Design Notes

Automatic master promotion

The standard set of yrmcds consists of a master server and two slave servers. A set of yrmcds will be prepared for each server farm.

To elect the master server automatically, keepalived or similar virtual IP address allocation tool is used. The server owning the virtual IP address becomes the master server. The others are slaves.

Slaves connect to the master via the virtual IP address. The master will not connect to slaves. A new slave will receive all data from the master server once the connection has been established.

For some reason, if the master suddenly notices it is no longer the master (i.e. the server has lost the virtual IP), it kills itself to reborn as a new slave (restarted by upstart).

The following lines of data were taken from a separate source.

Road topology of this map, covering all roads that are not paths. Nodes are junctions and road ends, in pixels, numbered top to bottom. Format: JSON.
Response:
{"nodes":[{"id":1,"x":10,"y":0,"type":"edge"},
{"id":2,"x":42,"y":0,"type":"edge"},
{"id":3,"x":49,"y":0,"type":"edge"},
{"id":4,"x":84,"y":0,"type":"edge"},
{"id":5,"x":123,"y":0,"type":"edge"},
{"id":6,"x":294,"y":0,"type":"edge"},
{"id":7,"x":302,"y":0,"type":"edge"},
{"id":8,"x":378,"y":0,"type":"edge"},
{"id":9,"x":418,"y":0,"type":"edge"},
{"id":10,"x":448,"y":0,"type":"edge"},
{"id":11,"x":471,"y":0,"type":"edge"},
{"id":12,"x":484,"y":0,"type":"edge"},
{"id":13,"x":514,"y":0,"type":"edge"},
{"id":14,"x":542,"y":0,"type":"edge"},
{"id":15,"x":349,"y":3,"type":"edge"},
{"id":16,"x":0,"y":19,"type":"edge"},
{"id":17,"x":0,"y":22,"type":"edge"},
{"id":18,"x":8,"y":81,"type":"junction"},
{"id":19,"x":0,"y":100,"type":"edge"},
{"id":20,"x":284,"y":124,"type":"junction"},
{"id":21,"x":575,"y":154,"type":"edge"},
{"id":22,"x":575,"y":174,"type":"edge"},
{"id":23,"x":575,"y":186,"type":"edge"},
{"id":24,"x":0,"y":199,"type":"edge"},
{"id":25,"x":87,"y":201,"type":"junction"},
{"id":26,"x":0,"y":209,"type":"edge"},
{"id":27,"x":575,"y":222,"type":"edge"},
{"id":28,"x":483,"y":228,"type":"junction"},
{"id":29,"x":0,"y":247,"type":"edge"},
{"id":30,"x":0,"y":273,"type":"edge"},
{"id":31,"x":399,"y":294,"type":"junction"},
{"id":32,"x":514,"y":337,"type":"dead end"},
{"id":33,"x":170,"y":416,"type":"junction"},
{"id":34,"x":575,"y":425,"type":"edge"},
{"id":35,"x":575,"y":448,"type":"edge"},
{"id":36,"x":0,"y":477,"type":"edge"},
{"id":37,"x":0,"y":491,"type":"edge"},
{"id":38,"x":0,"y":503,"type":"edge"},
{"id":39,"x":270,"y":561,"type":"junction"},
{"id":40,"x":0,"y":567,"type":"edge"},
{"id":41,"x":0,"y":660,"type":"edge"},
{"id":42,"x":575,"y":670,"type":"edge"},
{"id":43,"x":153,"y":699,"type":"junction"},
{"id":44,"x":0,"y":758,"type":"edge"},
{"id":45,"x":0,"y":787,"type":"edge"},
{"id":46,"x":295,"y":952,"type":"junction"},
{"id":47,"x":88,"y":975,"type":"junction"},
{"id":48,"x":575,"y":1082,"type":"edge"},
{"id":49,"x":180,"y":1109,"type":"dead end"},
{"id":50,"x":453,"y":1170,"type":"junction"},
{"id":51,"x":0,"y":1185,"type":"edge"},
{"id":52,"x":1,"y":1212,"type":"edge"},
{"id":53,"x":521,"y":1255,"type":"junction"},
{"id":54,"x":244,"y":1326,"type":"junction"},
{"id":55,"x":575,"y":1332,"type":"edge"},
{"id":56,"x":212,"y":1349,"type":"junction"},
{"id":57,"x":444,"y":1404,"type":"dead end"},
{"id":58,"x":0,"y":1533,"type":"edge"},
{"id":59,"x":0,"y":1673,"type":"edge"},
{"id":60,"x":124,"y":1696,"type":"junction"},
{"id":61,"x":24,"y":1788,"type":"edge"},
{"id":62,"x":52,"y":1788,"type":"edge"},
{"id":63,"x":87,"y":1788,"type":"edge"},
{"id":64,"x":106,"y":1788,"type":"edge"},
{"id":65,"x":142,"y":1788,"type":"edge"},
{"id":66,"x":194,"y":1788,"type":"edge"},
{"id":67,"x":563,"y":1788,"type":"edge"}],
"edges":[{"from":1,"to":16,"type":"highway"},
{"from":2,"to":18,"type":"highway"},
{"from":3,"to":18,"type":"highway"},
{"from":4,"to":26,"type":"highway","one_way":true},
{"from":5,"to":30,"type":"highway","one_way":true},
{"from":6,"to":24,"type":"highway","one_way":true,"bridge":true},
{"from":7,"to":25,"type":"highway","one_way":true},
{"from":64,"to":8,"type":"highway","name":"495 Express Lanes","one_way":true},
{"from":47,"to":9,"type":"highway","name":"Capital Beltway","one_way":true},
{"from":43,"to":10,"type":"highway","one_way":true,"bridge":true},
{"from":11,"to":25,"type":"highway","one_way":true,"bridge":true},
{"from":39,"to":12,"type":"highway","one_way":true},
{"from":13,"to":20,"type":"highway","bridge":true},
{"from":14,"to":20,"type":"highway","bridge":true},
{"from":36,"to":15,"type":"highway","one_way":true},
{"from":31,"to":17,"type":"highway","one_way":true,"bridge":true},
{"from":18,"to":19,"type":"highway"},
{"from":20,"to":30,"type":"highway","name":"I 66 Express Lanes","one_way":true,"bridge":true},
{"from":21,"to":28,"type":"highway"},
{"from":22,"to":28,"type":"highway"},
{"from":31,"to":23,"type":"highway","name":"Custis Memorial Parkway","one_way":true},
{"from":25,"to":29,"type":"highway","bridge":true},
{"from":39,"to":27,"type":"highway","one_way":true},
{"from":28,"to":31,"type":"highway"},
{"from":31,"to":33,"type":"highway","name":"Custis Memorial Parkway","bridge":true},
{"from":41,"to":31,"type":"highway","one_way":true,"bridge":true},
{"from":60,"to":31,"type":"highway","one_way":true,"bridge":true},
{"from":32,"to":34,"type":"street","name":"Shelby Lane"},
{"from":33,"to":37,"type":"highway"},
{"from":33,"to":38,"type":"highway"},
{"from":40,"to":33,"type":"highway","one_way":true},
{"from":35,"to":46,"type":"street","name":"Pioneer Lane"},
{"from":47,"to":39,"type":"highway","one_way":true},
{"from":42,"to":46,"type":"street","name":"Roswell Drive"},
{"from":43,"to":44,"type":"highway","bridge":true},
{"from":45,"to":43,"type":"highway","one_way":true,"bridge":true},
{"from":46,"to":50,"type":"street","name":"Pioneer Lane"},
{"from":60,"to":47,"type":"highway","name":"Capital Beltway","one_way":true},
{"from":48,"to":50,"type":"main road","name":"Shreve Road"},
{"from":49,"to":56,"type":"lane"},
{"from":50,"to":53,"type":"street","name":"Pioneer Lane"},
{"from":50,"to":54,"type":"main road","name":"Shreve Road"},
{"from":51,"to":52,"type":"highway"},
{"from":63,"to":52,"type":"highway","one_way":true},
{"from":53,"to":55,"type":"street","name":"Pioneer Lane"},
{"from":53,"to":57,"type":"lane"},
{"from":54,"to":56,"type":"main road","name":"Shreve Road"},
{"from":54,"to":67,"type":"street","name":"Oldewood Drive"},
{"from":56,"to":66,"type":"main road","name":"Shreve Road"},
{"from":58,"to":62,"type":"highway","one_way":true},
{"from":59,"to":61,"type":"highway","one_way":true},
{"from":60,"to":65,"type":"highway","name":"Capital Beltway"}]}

If a slave gets disconnected from the master, it waits for some seconds to see if the virtual IP address is assigned. If assigned, the slave promotes to the new master. If not, the slave forgets all replicated data then try to connect to the new master. The new master should close the established connection to the old master, if any.

Replication protocol

The replication protocol is the same as the binary protocol of memcached. Specifically, slaves receive only "SetQ" and "DeleteQ" requests.

This allows any memcached compatible programs can become yrmcds slaves with slight modifications.

The number of connections

The master will have tens of thousands of client connections from every PHP-fpm processes in a server farm. A thread per connection model is therefore not very efficient.

This encourages us to adopt asynchronous sockets and the reactor pattern.

The reactor and workers

So we adopt the reactor pattern with a thread-pool for the best performance.

The reactor is implemented with asynchronous sockets and epoll in edge-triggered mode. Basically, with edge-triggered mode, a socket need to be read until recv returns an EWOULDBLOCK error. If, for some reason like fairness, not all available data are received from a socket, the reactor need to remember that socket to manually handle it later.

To remember such sockets, the reactor manages a list of readable socket internally.

When the reactor detects some data are available for a socket, it dispatches the socket to an idle worker thread. The worker then receives and processes the data. While a worker is handling a socket, that socket must not be passed to another worker to keep the protocol semantics.

To implement these, following properties are required:

Every worker thread has an idle flag.
Every socket has a busy (in-use) flag.

Both flags are set by the reactor thread, and cleared by a worker thread.

If the reactor finds a socket is readable but the socket is busy or there are no idle workers, the socket is remembered in the previously stated readable socket list. This keeps the reactor thread from being blocked.

Efficient allocation of readable lists

Readable lists used in the reactor can be implemented with very rare memory allocations by preparing two lists that pre-allocate a certain amount of memory. Swap the list with another for each epoll loop.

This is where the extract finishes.